Pioneering psychiatrist Murray Bowen once told a story about a client’s efforts to “stay off the back” of her husband by more clearly defining herself. She reported that she had long been bossy and dominating and was trying to tone it down. Bowen remembered that “she reached a point of being real sweet and diplomatic in her bossiness.”


They commuted together to work. It annoyed the wife for the husband to drive through the heavy traffic instead of taking a less congested route. She was wondering how to ask him to turn and go to the parkway.


After careful thought she asked sweetly, “Honey, why don’t you turn earlier and miss the heavy traffic?” Her husband erupted angrily at “being treated like a child.”


She presented this to Dr. Bowen as evidence that the problem was an over-sensitive husband. He told the woman that no matter how sweetly she said it, she did tell her husband what to do instead of simply stating what she wanted.


A few days later as they approached the turn to the parkway, she said,” I don’t like riding through that heavy traffic.” The husband said, “Okay,” and turned instead onto the parkway.


This story illustrates the difference between directing others and defining self.

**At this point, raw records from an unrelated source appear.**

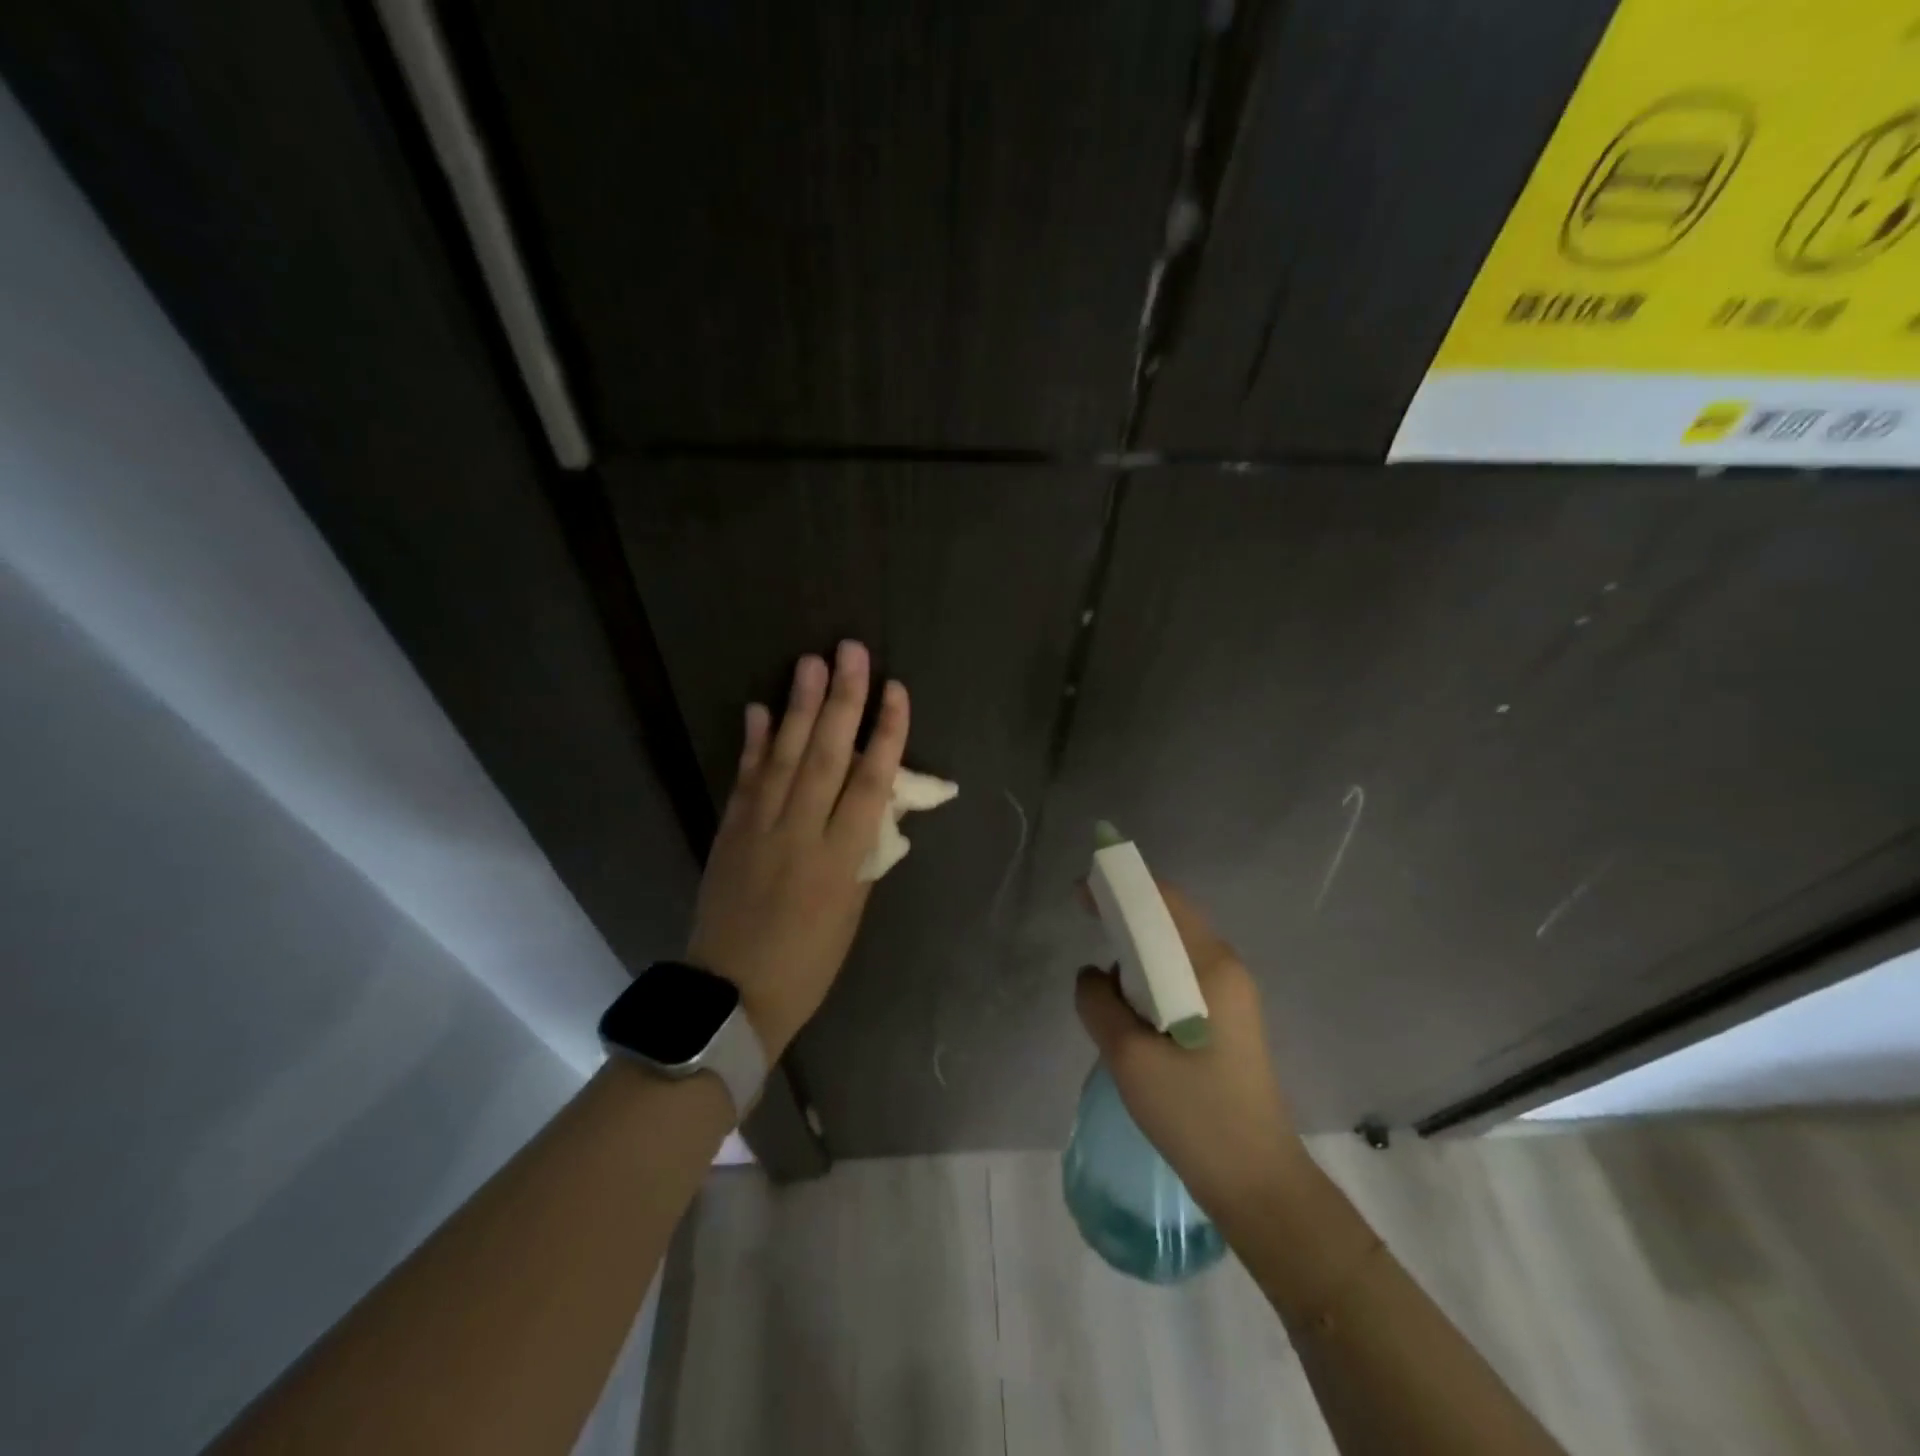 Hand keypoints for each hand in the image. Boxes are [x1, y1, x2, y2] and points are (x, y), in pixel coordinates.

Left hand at [688, 642, 909, 1057]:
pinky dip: (754, 743)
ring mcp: (759, 829)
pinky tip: (761, 709)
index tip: (896, 691)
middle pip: (828, 756)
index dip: (887, 734)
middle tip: (850, 651)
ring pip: (785, 758)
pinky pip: (745, 779)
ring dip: (799, 707)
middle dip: (843, 700)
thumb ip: (862, 855)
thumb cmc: (808, 963)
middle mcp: (801, 834)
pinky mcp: (729, 832)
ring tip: (811, 662)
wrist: (731, 996)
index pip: (870, 783)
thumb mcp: (851, 913)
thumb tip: (873, 807)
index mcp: (841, 860)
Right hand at [1074, 885, 1305, 1222]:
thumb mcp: (1129, 1057)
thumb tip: (1092, 976)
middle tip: (1086, 924)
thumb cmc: (1195, 1114)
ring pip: (1174, 951)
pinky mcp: (1228, 1021)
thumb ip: (1098, 1003)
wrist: (1257, 1183)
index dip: (1121, 887)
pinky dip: (1150, 978)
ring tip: (1106, 981)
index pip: (1164, 901)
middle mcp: (1226, 969)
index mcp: (1211, 967)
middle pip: (1171, 920)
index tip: (1081, 892)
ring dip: (1137, 952)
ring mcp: (1232, 996)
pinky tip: (1130, 1010)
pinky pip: (1182, 978)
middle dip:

The woman’s conditioned impulse was to tell her husband what to do. Careful thought enabled her to function differently.


While specifics of each situation are always weighed, and there are no universal formulas or easy answers, a family member who is clear about self, without getting entangled in directing and controlling others, naturally displays family leadership.


Such an individual need not be the only leader in a family, and need not be an authority figure.



“Being Happy”


Family leadership is often weakened by a need for everyone to be happy with every decision. Family leaders accept that resistance and push-back usually follow good decisions. It comes with the territory.


Leaders don’t always get it right, but even when they do, not everyone is going to like it.


The main point is that a family leader takes time to reflect on self, to be clear about expectations, needs, and wants – and to build up courage to act on those carefully considered principles and decisions.


Clarity about “what part I’m going to play here,” constitutes one form of family leadership. It’s a tremendous advantage to have a family leader who operates with self-awareness, reason and good judgment in the midst of intense relationship interactions.